__REQUIREMENT__
Below are the records; count how many of their lines carry "Stratford" and give only the number.

┄┄┄┄┄┄

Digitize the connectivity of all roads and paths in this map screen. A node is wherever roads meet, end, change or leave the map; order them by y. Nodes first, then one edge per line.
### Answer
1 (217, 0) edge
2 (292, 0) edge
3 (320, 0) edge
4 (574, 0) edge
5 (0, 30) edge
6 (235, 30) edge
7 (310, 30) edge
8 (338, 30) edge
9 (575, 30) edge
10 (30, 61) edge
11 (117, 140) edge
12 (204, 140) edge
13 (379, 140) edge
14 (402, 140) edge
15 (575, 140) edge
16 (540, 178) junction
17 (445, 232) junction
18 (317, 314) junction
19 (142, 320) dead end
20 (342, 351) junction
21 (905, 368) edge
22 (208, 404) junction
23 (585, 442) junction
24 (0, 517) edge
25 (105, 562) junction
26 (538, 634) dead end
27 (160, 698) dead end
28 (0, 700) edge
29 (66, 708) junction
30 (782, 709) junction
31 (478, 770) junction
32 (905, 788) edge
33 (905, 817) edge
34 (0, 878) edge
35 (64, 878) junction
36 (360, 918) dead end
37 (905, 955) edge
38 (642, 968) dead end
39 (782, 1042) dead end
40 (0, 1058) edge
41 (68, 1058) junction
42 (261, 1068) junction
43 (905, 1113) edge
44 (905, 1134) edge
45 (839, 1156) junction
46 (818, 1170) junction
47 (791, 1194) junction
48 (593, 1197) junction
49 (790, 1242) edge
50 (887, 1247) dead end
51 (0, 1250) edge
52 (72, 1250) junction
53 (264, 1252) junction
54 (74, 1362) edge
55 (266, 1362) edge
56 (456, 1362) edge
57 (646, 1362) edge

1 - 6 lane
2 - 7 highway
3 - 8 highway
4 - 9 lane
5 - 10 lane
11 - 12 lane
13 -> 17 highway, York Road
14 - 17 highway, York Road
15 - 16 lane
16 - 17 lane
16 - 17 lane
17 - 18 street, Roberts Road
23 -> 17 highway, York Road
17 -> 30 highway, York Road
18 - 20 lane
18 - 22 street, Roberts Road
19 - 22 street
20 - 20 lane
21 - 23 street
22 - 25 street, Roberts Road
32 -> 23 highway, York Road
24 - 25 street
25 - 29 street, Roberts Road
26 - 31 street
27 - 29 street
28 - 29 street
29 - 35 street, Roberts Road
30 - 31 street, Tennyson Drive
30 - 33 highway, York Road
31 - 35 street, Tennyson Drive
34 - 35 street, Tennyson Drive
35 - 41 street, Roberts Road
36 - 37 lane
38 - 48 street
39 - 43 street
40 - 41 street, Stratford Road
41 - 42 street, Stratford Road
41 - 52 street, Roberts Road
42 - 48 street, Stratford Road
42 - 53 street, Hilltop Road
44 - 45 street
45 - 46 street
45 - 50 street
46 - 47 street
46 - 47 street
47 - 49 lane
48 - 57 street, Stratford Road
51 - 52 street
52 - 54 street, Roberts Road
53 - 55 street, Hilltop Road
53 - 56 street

┄┄┄┄┄┄

__COMPLETED TASK__
4